Contains greedy algorithms for coarse approximation linear functions.
Project description
CALF v1.20.1 README
Setup and Usage
You can install CALF by running pip install calfpy
You can import all CALF methods by using the folliwng import statement
from calfpy.methods import *
Calling a function (example)
calf(data, 3, "binary", optimize = 'pval', verbose = False)
Library Documentation
calf(data, nMarkers, targetVector, optimize = 'pval', verbose = False)
Coarse Approximation Linear function. The main function used to invoke the CALF algorithm on a dataset.

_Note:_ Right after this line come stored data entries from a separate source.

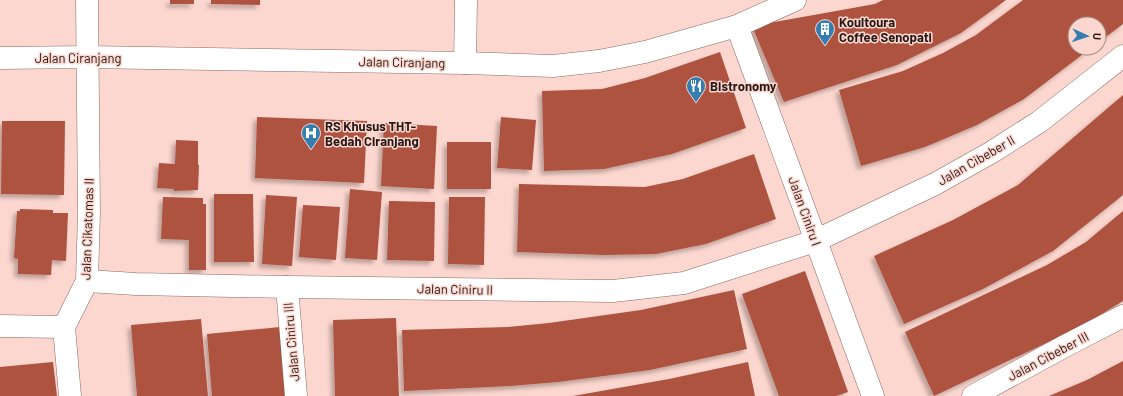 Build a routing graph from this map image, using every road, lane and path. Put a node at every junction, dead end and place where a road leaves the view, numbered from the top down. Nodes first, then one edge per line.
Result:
1 (87, 0) edge
2 (466, 0) edge
3 (794, 0) edge
4 (737, 26) junction
5 (1123, 56) edge
6 (88, 57) junction
7 (0, 58) edge
8 (465, 63) junction
9 (816, 241) junction
10 (87, 281) junction
11 (286, 287) junction
12 (1123, 316) edge
13 (0, 326) edge
14 (64, 327) junction
15 (70, 396) edge
16 (296, 396) edge
17 (872, 396) edge
18 (973, 396) edge

1 - 6 street, Jalan Cikatomas II
2 - 8 street
3 - 4 street, Jalan Ciranjang
4 - 8 street, Jalan Ciranjang
4 - 9 street, Jalan Ciniru I
5 - 9 street, Jalan Cibeber II
6 - 7 street, Jalan Ciranjang
6 - 8 street, Jalan Ciranjang
6 - 10 street, Jalan Cikatomas II
9 - 11 street, Jalan Ciniru II
9 - 17 street, Jalan Ciniru I
10 - 11 street, Jalan Ciniru II
10 - 14 street, Jalan Cikatomas II
11 - 16 street, Jalan Ciniru III
12 - 18 street, Jalan Cibeber III
13 - 14 street
14 - 15 street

parameter | description | type |
---|---|---|
data | Data frame where first column contains case/control coded variable (0/1) if targetVector is binary or real values if targetVector is nonbinary | pandas DataFrame |
nMarkers | Maximum number of markers to include in creation of sum. | int |
targetVector | Set to "binary" to indicate data with a target vector (first column) having case/control characteristic. Set to "nonbinary" for target vector (first column) with real numbers. | string |
optimize | Criteria to optimize. Allowed values are "pval", "auc", for a binary target vector, or "corr" for a nonbinary target vector. | string |
verbose | True to print activity at each iteration to console. Defaults to False. | bool |
returns
A dictionary composed of the following results from CALF:
key | description/value |
---|---|
selection | The markers selected with their assigned weight (-1 or 1). |
auc | The AUC determined during running CALF. AUC can be provided for given markers AUC represented for selected markers will only be optimal if set to optimzie for AUC. |
randomize | False |
proportion | Undefined |
targetVec | Target vector argument given in the function call, 'rocPlot': Receiver operating curve plot, if applicable for dataset type and optimizer supplied. |
finalBest | The optimal value for the provided optimization type, e.g. if optimize='pval" this will have the calculated p-value for the run. |
optimize | The optimizer argument given in the function call. |
calf_fractional(data, nMarkers, controlProportion = .8, caseProportion = .8, optimize = "pval", verbose = False)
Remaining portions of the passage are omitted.